Goodluck to you! Please post any other questions you might have! Oh.....and pictures are ALWAYS encouraged
post #8 of 9
My addition would be to tell Keba,the 'old' cat, that the kitten is her kitten, that Keba is #1, that you love her, and always give Keba attention (food, treats, etc.) first before you take care of the bitty. Keba may be feeling a little insecure since her world has pretty much turned upside down and now there's this adorable kitten soaking up attention. Also, female cats tend to be a bit more territorial anyway - so this is totally normal, and actually I think pretty hopeful, since Keba's just hissing, etc.

When I got my second cat, I tried very hard to give them treats or feed them when they were fairly close to each other, so they got the idea that good things happened when they were 'nice' - but it took a few weeks, and I was told my intro phase went quickly.

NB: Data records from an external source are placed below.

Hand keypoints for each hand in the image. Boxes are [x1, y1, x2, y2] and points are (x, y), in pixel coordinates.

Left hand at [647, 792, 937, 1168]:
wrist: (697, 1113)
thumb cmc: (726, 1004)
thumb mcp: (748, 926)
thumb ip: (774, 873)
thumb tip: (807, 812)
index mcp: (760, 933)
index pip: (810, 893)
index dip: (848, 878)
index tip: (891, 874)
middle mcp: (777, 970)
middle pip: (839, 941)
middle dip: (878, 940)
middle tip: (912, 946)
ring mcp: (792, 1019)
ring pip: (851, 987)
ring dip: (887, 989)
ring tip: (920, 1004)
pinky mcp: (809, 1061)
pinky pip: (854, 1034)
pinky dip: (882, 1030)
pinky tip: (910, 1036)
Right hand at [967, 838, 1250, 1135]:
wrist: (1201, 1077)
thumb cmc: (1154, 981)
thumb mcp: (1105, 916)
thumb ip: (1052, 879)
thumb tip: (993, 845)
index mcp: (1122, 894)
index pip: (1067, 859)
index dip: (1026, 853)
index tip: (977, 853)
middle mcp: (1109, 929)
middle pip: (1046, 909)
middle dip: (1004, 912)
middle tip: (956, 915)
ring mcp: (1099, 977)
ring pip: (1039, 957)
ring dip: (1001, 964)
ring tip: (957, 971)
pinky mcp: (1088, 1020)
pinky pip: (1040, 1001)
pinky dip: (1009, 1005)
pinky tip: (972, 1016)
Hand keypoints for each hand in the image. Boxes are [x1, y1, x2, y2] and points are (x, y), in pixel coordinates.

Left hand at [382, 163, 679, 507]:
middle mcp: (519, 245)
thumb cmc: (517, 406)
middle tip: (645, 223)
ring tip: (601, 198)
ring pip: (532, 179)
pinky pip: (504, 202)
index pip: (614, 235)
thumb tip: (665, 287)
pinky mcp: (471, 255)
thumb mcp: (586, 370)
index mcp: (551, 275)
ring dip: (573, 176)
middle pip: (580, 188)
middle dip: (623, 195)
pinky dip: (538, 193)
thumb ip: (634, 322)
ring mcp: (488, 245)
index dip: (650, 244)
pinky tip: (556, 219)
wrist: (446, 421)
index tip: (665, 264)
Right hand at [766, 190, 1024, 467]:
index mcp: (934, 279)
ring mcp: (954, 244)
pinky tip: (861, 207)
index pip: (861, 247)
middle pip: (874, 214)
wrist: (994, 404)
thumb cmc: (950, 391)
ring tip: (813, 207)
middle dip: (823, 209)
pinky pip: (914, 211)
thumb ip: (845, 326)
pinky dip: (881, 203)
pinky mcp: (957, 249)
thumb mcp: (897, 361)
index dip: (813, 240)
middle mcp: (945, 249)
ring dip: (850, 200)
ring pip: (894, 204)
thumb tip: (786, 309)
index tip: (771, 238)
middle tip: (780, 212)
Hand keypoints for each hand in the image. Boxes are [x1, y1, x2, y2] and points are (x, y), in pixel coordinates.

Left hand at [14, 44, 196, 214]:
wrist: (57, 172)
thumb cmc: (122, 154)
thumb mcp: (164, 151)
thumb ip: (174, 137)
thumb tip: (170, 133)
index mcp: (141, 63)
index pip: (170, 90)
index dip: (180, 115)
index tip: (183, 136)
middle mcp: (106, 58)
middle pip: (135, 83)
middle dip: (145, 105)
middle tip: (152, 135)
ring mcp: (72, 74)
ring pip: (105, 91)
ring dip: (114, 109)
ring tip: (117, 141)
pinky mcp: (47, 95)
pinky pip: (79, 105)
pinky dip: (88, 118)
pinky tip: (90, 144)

Do keep an eye on them til you're pretty comfortable that no serious attacks will happen - but try to be patient (easier said than done, I know!). Also, if you can provide Keba a few places to retreat to when kitten wants to play too much (like a cat tree, or someplace high), that may help - cats usually like to find their own 'territories', and vertical space can help a lot - at least it did in my two bedroom condo!
post #9 of 9
my experience with this is a little different, as my two cats were much younger, 8 week old kitten meeting five month old kitten. try doing everything everyone else suggested, because they helped me a lot. my only suggestion is to get a special treat, whatever your older cat loves the most, and get down on her level, like on the floor, and give her a few treats, while the younger kitten is out running around. for the first three days i had my new kitten, my oldest was freaking out and being horrible- fighting, hissing, growling, even at me! but for some reason, when i laid down on the floor and paid attention to only her, for maybe a total of 10 minutes, she suddenly softened up and was completely nice to the kitten after that.

but my kittens are younger and they say the younger the better. but the other, best advice i was given, was that unless you see fur flying or blood shed, don't worry about them fighting. your older cat wants the kitten to know that she is the boss, and that the new baby isn't going to be calling the shots.